You may be wondering: What is all this hype about geographic atrophy (GA)? If you are, let us look at the enigma.
Until recently, when most eye care professionals encountered a patient with age-related macular degeneration (AMD), there was a true/false dilemma: Is it “wet” or not? Everything else got swept under the rug.
True, we discussed lifestyle modifications, dietary supplements, self-monitoring or remote monitoring of monocular vision, and low-vision aids, but we shied away from any meaningful discussion about dry AMD.
The success of anti-VEGF for wet or neovascular AMD (nAMD) had created the urgency to scrutinize each case to rule out these instances. We all understood from several sources including clinical trials that the sooner a patient was sent for treatment, the better the overall outcome.1
Once, I was asked by a colleague whether you could somehow convert patients with dry AMD to wet AMD so they can be treated. I thought he was humoring me, but he noticed the patients he was referring to retina specialists for nAMD were gaining vision whereas his dry AMD patients were losing vision. So, we knew these patients were losing vision but did not want to talk to them about it too much. What was the point? No treatment required no discussion.
Geographic atrophy (GA) is a common advanced form of AMD. According to the CDC, in 2019 there were an estimated 19.8 million Americans 40 years or older with AMD, with 1.49 million in vision-threatening stages.2 Therefore, encountering patients with AMD can be a daily event in optometric practice.
With the FDA approval of pegcetacoplan (SYFOVRE; Apellis) in February 2023 as the first intravitreal agent for the treatment of GA and avacincaptad pegol (Iveric Bio) as a second therapy which received FDA approval in August 2023, as well as additional agents in the pipeline, we must gear up to deal with not only diagnosing this stage of AMD but also handling patient concerns and questions.
What is GA and how is it best detected? GA is defined as sharply demarcated atrophic lesions demonstrating loss of the outer retina including the photoreceptors, the retinal pigment epithelium (RPE), and the underlying choriocapillaris (Figure 1).

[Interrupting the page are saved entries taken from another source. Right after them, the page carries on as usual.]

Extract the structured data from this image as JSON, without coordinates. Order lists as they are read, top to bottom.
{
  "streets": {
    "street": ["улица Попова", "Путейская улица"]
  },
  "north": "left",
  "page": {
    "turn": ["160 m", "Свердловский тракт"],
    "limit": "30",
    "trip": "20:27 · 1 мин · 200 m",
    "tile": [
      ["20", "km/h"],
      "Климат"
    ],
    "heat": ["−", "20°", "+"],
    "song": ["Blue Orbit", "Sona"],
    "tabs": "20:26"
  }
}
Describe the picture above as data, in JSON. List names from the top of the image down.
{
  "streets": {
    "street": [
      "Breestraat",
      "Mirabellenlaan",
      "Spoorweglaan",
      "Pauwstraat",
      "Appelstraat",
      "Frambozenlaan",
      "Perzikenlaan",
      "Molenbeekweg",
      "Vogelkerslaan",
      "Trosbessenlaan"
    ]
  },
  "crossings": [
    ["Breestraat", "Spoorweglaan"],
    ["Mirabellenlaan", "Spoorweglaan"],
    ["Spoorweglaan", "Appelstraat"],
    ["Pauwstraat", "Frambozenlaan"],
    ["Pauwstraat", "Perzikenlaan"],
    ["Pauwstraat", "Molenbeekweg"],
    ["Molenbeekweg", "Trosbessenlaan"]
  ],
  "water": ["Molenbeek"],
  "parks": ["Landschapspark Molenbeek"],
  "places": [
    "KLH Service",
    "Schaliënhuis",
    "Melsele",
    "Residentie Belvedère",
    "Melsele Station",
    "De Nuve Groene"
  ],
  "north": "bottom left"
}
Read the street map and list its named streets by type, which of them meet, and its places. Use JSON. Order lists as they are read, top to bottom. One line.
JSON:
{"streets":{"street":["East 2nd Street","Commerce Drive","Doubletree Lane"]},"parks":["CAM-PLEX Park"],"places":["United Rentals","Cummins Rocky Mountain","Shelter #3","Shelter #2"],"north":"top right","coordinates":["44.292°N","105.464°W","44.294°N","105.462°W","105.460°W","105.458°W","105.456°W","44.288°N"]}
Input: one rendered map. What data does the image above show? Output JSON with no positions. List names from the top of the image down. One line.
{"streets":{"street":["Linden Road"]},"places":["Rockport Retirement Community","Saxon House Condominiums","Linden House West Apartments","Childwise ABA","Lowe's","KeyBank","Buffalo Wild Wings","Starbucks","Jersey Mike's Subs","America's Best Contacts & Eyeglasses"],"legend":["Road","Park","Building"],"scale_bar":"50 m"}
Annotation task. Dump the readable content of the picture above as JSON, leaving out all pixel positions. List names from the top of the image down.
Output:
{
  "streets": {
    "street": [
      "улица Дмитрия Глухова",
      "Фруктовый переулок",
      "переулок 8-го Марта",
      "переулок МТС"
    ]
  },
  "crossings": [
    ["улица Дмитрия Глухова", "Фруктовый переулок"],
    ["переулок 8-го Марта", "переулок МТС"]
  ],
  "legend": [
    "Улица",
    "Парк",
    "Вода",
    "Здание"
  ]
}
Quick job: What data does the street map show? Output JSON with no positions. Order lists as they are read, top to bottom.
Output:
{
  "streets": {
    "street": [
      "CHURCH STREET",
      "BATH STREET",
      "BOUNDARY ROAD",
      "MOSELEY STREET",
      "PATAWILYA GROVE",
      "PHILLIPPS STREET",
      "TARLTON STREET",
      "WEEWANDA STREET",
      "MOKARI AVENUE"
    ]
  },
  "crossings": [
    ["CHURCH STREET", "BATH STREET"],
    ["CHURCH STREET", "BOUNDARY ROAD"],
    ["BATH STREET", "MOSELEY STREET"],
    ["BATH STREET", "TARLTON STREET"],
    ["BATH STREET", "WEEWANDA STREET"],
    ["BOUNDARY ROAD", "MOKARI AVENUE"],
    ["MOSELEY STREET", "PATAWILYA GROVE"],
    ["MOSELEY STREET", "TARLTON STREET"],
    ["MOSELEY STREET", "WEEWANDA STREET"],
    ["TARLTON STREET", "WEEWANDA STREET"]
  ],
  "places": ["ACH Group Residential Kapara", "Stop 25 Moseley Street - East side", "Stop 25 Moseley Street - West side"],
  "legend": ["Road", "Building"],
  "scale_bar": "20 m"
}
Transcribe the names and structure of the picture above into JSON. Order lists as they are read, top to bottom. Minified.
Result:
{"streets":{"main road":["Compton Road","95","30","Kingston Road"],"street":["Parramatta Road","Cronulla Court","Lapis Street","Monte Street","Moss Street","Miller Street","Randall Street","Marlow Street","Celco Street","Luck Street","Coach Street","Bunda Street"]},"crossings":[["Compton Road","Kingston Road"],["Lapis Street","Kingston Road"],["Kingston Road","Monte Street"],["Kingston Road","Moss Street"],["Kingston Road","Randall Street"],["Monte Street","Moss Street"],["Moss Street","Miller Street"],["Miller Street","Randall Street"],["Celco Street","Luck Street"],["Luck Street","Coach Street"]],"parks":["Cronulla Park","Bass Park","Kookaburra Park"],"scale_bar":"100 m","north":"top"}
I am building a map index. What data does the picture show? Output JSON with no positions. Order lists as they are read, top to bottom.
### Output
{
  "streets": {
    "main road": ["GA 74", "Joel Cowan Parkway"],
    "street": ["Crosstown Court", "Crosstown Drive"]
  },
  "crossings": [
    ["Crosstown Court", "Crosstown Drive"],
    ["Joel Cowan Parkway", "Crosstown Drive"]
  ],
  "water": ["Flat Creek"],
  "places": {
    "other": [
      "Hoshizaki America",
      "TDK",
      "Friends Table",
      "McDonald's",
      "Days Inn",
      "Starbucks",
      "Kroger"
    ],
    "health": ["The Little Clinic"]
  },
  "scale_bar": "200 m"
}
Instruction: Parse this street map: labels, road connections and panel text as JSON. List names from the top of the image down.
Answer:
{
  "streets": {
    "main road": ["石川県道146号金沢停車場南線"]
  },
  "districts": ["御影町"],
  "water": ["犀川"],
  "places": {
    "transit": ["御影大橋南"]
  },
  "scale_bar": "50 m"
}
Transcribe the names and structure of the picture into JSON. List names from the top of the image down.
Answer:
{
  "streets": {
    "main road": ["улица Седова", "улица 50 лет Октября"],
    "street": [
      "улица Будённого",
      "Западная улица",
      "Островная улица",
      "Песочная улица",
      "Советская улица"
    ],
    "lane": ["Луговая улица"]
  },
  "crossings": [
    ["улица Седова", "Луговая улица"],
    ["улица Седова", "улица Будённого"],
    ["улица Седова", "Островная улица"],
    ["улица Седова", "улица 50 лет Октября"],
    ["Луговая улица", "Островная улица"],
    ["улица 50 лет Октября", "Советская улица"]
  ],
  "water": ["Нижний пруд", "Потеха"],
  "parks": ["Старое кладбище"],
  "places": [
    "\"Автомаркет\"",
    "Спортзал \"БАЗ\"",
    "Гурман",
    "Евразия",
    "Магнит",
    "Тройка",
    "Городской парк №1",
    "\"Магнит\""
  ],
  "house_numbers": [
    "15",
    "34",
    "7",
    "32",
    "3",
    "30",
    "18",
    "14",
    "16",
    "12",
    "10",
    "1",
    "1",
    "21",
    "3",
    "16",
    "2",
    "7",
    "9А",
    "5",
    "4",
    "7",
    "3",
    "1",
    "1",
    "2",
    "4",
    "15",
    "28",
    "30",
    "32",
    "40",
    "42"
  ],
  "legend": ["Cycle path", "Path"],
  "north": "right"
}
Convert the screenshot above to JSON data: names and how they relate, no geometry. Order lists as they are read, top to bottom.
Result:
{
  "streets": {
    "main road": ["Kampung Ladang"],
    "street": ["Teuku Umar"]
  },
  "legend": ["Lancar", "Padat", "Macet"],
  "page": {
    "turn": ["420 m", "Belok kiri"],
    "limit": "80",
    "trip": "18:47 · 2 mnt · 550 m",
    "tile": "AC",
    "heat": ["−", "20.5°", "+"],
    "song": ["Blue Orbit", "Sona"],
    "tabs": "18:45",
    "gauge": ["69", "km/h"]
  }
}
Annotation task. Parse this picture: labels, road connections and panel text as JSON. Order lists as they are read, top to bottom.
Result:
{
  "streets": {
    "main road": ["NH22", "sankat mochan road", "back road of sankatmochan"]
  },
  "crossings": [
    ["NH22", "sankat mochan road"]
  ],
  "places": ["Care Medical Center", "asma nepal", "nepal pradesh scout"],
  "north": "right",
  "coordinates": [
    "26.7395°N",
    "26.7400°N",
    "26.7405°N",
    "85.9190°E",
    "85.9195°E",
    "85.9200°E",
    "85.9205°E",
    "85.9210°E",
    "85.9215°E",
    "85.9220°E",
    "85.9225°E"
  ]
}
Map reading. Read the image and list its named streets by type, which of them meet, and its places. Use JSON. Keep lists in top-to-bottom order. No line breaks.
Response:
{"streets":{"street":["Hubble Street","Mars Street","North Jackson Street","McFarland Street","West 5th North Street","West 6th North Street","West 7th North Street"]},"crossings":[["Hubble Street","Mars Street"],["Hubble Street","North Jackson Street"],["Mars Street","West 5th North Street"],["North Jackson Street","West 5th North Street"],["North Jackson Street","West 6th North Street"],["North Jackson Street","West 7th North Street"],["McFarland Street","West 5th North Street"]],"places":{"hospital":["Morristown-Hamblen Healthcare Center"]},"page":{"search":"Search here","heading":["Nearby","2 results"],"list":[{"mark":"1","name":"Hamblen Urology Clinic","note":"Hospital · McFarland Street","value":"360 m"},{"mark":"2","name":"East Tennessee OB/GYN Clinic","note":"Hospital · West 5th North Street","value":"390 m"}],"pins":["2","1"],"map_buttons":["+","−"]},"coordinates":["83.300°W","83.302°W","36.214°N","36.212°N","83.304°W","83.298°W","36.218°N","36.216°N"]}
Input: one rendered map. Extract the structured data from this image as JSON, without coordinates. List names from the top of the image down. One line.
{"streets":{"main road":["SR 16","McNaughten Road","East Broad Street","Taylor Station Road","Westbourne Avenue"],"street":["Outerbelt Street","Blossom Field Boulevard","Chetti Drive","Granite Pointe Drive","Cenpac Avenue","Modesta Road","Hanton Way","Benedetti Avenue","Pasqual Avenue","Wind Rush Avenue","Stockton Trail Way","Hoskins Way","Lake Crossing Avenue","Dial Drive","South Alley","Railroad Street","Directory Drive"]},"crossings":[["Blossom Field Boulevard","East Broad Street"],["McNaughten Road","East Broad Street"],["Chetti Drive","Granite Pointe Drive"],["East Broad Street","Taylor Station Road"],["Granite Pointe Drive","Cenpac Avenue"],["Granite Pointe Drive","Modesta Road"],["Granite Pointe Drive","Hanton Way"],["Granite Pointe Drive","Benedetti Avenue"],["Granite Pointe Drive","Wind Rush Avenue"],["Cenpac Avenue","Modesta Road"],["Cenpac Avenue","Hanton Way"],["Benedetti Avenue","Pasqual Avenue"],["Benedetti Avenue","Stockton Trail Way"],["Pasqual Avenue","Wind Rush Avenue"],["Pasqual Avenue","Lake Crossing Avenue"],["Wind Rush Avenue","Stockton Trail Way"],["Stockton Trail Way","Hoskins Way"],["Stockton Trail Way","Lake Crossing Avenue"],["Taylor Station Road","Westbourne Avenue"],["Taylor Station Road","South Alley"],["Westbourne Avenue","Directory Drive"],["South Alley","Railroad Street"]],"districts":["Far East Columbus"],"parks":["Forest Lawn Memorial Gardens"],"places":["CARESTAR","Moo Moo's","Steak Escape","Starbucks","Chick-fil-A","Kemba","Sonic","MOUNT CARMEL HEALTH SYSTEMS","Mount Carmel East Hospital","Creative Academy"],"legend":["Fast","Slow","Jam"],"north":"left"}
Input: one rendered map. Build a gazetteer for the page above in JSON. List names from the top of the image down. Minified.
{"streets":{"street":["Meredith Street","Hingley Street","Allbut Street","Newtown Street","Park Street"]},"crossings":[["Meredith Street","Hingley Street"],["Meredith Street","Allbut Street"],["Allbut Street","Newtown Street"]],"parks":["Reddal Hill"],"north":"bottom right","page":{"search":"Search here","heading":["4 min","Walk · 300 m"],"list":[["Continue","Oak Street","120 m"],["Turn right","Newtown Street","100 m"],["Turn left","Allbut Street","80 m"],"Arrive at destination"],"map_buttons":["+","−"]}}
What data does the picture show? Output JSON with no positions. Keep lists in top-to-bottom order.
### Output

A new term for these lesions as detected by optical coherence tomography (OCT) is complete RPE and outer retina atrophy, whereas pre-GA lesions are known as incomplete RPE and outer retina atrophy.3
Although GA can be spotted clinically by ophthalmoscopy, early or small lesions can go undetected. Therefore, imaging schemes are crucial in precise detection and management of these lesions. Color fundus photography, fundus autofluorescence, and en face imaging including infrared or near-infrared each play a role in diagnosis and prognosis of these lesions (Figure 1).4 Additionally, OCT and OCT angiography (not depicted in Figure 1) have importance in detecting choroidal neovascularization in the presence or absence of GA.
Another question is how soon these lesions should be detected. We should consider several factors. Most patients with early GA can be asymptomatic with good Snellen acuity; therefore, relying on patient symptoms or the visual acuity level can be deceiving.
Furthermore, GA is progressive, irreversible, and eventually will cause reduced or lost visual function.5 These lesions often start in an extrafoveal or perifoveal area and grow on average 0.5 to 2.6 mm2 per year.5 Several sources highlight the fact that GA lesions can progress rapidly and usually in less than 3 years cause vision loss with drastic impact on activities of daily living including ability to drive and reading, with legal blindness ultimately resulting.6-8 Figure 2 is a case demonstrating the rapid succession of GA and declined vision.
Beyond the loss of precious visual function, there is a large human cost. These patients can experience anxiety and depression; they often withdraw from society9; they become dependent on others for transportation and living needs; and they will have difficulty tending to medical comorbidities, personal hygiene, and other aspects of life. Furthermore, there is danger of bodily harm such as injuries from falling.10
These considerations will make us realize that eye care providers should be vigilant in early detection and referral of patients with GA to prevent the growth of GA and reduce its disturbing effects on patients.6 The focus on GA is not only valid but way overdue.